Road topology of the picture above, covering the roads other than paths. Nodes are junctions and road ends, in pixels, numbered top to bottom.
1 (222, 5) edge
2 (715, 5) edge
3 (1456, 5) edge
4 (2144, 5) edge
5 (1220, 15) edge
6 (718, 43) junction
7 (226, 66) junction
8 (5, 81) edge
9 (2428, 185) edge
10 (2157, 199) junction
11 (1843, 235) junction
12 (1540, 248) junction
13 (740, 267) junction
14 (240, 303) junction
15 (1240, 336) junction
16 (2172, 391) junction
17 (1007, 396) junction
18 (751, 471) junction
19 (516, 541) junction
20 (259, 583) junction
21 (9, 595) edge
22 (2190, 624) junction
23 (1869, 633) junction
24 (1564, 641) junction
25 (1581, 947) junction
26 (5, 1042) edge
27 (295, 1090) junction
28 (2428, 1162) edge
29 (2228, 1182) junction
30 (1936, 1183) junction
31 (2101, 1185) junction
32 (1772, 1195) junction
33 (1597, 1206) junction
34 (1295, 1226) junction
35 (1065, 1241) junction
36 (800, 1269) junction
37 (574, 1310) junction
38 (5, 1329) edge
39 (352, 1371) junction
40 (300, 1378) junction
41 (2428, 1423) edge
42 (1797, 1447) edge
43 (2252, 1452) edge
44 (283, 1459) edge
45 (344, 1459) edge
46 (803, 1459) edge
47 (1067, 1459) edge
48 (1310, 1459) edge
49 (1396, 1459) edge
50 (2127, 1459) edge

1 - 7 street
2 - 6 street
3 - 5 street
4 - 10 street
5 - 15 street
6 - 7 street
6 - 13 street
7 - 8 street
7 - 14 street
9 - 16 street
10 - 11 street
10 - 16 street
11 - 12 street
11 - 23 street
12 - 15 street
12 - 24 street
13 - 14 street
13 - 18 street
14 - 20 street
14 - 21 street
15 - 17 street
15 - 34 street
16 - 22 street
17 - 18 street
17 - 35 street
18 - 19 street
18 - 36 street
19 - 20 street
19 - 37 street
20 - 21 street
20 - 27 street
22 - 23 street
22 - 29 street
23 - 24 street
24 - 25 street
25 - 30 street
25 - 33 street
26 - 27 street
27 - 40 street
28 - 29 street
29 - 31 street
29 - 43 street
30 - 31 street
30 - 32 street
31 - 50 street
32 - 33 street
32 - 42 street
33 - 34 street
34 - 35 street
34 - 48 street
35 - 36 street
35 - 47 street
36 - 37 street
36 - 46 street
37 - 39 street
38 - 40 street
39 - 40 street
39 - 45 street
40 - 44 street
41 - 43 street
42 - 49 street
* * *
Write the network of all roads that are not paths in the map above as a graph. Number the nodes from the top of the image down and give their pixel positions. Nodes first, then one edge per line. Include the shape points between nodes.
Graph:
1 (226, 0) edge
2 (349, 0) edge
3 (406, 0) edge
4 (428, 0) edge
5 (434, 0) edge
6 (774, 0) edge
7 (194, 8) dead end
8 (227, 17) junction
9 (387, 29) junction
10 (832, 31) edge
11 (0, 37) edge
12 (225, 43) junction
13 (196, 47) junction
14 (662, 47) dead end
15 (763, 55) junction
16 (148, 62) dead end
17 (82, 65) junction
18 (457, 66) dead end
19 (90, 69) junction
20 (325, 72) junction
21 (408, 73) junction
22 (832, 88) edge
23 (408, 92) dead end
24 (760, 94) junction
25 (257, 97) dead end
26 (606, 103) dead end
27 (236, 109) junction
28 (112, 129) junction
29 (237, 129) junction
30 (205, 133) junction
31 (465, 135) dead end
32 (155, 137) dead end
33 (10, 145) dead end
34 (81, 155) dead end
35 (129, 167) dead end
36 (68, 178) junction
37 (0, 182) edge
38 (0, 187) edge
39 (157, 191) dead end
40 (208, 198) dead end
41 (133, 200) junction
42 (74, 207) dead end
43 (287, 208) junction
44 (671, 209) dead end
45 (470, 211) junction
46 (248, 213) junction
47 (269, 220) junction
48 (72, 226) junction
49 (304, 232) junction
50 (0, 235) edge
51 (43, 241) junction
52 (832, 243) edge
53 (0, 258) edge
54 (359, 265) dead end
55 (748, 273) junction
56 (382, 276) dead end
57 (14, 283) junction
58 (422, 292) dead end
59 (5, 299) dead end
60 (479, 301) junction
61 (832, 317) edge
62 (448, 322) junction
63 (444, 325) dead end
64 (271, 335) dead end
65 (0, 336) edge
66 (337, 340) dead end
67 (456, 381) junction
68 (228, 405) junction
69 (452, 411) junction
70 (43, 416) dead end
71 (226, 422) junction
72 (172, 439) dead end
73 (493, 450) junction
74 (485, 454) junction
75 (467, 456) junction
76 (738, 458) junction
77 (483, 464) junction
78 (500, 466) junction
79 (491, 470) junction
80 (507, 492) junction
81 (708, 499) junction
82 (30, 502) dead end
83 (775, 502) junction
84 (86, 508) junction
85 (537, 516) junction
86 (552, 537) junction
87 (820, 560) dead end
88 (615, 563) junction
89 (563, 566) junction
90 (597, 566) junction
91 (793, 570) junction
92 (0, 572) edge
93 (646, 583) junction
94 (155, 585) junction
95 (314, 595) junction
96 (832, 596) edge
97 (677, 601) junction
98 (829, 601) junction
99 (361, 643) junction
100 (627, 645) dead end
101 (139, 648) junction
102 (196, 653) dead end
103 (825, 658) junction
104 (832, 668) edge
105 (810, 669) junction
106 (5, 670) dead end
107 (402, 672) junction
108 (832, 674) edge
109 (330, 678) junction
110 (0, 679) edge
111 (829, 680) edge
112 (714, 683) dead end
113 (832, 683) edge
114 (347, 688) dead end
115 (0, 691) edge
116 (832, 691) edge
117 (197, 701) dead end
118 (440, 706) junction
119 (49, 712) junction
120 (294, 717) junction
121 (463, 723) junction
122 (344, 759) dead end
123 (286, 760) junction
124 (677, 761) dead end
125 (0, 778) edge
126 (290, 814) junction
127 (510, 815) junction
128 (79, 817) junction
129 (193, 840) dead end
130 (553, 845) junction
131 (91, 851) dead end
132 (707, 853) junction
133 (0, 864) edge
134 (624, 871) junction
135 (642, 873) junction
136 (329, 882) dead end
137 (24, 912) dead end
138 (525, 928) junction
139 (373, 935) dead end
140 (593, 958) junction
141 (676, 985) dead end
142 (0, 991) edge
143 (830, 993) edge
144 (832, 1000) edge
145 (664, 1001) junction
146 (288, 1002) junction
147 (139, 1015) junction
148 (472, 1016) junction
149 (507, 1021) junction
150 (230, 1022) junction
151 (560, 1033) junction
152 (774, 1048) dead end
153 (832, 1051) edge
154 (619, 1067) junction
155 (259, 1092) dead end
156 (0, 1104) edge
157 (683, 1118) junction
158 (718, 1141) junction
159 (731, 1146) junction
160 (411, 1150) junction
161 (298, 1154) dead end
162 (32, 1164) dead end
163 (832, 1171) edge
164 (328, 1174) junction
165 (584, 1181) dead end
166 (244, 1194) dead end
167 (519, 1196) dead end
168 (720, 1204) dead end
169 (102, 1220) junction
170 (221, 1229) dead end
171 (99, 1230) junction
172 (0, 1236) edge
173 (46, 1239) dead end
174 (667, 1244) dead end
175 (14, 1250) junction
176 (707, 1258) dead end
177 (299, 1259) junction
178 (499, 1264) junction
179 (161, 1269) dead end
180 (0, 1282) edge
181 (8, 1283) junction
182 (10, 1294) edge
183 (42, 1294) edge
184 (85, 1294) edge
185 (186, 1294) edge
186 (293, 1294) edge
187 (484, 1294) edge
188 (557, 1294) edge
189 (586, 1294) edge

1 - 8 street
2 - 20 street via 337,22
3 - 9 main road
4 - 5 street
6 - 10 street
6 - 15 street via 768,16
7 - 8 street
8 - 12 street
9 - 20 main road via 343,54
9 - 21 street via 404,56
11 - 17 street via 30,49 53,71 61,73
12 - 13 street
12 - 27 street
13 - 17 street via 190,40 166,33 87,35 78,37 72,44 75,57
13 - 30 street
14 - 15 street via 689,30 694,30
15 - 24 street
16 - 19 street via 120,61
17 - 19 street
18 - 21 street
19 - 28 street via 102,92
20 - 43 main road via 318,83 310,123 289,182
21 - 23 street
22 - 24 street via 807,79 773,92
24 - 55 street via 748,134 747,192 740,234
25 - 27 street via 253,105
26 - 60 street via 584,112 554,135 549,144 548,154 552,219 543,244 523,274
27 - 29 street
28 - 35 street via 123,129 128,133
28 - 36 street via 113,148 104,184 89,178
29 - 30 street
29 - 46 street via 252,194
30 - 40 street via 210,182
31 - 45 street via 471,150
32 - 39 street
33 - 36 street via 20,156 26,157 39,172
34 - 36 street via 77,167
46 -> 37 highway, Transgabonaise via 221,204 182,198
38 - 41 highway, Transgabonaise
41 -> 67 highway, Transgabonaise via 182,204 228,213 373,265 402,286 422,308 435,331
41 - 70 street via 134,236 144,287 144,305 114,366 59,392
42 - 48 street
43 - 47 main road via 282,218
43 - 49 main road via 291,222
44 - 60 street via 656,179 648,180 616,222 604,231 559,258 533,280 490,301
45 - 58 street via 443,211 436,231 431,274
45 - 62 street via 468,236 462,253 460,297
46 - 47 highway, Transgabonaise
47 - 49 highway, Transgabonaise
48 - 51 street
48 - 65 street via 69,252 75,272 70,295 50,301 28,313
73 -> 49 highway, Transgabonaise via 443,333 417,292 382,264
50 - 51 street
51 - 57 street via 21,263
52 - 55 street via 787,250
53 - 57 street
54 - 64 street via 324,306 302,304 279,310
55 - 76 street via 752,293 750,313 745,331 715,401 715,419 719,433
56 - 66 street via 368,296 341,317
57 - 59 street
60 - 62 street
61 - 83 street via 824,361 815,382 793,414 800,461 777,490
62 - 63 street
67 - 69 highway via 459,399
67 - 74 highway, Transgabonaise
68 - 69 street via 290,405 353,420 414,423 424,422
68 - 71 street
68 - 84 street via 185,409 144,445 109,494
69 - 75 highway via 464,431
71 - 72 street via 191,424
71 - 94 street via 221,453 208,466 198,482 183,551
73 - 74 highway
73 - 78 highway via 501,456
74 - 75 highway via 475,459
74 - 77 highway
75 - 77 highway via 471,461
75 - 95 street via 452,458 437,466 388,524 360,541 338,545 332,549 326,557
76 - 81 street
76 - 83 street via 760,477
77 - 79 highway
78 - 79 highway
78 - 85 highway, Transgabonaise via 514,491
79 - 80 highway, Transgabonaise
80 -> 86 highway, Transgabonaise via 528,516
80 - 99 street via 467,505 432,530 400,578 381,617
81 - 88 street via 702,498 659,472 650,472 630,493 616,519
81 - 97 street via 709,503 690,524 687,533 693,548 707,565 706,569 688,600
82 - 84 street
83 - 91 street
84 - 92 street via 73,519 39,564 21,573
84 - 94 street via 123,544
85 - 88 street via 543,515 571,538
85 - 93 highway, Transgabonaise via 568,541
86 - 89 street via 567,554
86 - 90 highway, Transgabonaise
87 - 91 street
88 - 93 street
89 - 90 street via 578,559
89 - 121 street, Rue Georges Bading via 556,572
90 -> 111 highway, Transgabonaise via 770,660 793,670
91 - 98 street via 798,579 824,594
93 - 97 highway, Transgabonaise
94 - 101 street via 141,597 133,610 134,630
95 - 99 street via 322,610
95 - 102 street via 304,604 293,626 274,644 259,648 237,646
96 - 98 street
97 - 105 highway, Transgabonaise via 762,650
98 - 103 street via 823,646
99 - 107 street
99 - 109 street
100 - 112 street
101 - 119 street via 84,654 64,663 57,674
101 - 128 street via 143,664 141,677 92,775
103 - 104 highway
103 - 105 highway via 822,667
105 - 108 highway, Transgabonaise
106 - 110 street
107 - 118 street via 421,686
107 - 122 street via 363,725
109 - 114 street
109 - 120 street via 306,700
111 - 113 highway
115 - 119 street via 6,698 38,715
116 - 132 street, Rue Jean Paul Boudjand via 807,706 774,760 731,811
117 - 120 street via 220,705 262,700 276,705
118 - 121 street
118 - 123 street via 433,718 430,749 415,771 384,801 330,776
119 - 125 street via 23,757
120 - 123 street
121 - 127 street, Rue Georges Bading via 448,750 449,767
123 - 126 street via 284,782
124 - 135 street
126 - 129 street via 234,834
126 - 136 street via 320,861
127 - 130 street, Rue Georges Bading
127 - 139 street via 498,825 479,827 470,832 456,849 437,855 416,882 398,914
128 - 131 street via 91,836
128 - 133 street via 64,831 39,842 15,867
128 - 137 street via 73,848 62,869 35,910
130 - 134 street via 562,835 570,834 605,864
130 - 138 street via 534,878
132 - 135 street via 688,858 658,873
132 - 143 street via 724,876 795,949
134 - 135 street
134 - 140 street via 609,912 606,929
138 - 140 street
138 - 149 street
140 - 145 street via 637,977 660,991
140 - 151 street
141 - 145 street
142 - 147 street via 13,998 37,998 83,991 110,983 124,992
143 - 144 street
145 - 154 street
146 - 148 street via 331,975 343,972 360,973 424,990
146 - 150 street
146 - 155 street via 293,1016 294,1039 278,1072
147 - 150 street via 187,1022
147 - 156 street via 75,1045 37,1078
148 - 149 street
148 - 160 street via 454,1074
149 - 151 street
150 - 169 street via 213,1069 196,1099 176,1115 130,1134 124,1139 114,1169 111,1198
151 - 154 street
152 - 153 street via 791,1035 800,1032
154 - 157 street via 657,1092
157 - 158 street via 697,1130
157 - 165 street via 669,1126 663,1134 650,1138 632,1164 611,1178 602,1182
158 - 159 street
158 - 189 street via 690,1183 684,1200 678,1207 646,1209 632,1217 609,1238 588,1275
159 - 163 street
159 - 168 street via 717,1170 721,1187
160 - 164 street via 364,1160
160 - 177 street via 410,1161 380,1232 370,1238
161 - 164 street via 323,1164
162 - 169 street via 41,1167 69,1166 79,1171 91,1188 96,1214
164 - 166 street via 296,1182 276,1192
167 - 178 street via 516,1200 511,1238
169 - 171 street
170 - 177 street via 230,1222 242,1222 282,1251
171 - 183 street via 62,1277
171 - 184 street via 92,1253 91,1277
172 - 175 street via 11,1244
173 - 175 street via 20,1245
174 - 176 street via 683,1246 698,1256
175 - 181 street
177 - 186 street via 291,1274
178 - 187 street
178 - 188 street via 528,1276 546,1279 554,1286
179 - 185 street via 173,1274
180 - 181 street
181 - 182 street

== YOUR OBJECTIVE ==
Every line in the material above that has the word "Georges" should be copied.

== RESULT OF THIS EXERCISE ==
89 - 121 street, Rue Georges Bading via 556,572
121 - 127 street, Rue Georges Bading via 448,750 449,767
127 - 130 street, Rue Georges Bading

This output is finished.